8-K Event Classification
FAQ
What transaction did Dycom Industries (DY) complete with Power Solutions?
Dycom Industries completed the acquisition of Power Solutions, LLC, purchasing all of its outstanding ownership interests under a Unit Purchase Agreement dated November 18, 2025.
How much did Dycom Industries (DY) pay for Power Solutions and in what form?
At closing, Dycom paid approximately $1.6 billion in cash and issued 1,011,069 shares of common stock to the seller, with the stock portion based on $292.5 million, or 15% of the base purchase price.
How is Dycom Industries (DY) financing the Power Solutions acquisition?
Dycom amended and restated its credit agreement to add a $600.0 million 364‑day bridge facility, increase its term loan A facility to $1,540 million, and expand its revolving credit facility to $800.0 million. The term loan A and bridge facility were fully drawn to refinance existing debt and fund the cash portion of the acquisition.

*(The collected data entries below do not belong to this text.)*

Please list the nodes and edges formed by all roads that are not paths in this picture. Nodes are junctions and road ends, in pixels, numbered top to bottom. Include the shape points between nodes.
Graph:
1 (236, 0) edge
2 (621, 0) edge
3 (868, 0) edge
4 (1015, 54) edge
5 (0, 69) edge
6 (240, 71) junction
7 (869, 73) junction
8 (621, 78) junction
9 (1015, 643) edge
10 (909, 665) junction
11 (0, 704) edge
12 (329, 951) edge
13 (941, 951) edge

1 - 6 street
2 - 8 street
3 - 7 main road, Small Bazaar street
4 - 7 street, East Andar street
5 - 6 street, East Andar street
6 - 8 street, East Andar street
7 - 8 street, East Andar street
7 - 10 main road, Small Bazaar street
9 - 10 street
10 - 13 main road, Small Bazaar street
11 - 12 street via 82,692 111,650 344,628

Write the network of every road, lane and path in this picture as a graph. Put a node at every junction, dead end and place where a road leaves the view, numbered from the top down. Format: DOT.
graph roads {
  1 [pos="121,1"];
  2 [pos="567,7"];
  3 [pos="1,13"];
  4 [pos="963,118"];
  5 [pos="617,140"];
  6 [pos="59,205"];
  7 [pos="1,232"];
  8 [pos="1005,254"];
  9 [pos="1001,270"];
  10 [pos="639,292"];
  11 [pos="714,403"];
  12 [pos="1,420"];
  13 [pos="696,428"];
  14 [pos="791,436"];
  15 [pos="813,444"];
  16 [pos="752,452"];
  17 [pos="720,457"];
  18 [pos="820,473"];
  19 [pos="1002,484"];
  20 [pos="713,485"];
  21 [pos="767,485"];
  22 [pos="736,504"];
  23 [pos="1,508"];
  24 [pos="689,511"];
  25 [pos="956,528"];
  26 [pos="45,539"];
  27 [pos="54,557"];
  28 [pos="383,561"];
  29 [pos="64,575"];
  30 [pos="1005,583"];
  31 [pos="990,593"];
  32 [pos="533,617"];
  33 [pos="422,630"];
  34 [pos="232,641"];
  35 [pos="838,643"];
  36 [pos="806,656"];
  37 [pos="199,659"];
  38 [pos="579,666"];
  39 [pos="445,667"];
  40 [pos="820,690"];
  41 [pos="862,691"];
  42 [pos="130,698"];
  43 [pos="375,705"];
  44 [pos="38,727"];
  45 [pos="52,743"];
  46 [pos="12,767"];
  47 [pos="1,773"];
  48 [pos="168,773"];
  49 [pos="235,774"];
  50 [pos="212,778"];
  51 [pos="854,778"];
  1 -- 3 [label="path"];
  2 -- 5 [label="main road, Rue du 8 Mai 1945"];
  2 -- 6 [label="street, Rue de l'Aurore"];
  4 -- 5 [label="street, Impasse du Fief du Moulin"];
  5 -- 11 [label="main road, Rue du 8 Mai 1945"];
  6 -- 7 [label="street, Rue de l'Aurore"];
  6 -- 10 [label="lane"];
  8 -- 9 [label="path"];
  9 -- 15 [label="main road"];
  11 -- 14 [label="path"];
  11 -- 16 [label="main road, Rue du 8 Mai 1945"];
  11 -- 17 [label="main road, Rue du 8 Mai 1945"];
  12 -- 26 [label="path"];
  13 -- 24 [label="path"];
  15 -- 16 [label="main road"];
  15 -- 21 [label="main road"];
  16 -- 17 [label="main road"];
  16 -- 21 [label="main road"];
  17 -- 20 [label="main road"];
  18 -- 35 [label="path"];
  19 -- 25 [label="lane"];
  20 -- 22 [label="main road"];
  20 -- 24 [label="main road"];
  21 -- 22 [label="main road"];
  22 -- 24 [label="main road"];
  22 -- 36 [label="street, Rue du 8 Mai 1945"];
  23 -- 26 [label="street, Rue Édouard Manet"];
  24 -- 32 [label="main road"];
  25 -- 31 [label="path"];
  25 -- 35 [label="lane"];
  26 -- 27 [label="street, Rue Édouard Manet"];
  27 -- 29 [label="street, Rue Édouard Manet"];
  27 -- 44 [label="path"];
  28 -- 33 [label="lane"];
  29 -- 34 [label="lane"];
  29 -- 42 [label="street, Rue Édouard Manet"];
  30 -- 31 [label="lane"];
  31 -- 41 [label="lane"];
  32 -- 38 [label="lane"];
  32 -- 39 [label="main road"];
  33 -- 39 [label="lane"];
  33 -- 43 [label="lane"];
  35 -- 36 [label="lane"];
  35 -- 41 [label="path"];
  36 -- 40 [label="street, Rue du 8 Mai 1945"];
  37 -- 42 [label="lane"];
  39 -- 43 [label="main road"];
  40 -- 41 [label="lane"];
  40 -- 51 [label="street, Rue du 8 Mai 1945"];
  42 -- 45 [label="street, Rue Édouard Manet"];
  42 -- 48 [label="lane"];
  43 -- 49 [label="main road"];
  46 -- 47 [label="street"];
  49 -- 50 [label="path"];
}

What are the key covenant requirements in Dycom Industries’ (DY) amended credit agreement?
The amended credit agreement requires Dycom to maintain a consolidated net leverage ratio not greater than 4.50:1.00 until after the second anniversary of closing and 4.00:1.00 thereafter, and a consolidated interest coverage ratio above 2.50:1.00, measured quarterly.
What interest rates apply under Dycom Industries’ (DY) new credit facilities?
Borrowings (other than swingline loans) accrue interest at either term SOFR plus an applicable margin or the administrative agent’s base rate plus an applicable margin. For the bridge facility, the initial margins are 1.75% for term SOFR loans and 0.75% for base rate loans, each increasing by 0.25% on every 90‑day anniversary of the closing date.
Will Dycom Industries (DY) provide additional financial information on the Power Solutions acquisition?
Dycom expects to file required financial statements for Power Solutions and related pro forma financial information by amendment no later than 71 days after the date this current report is required to be filed.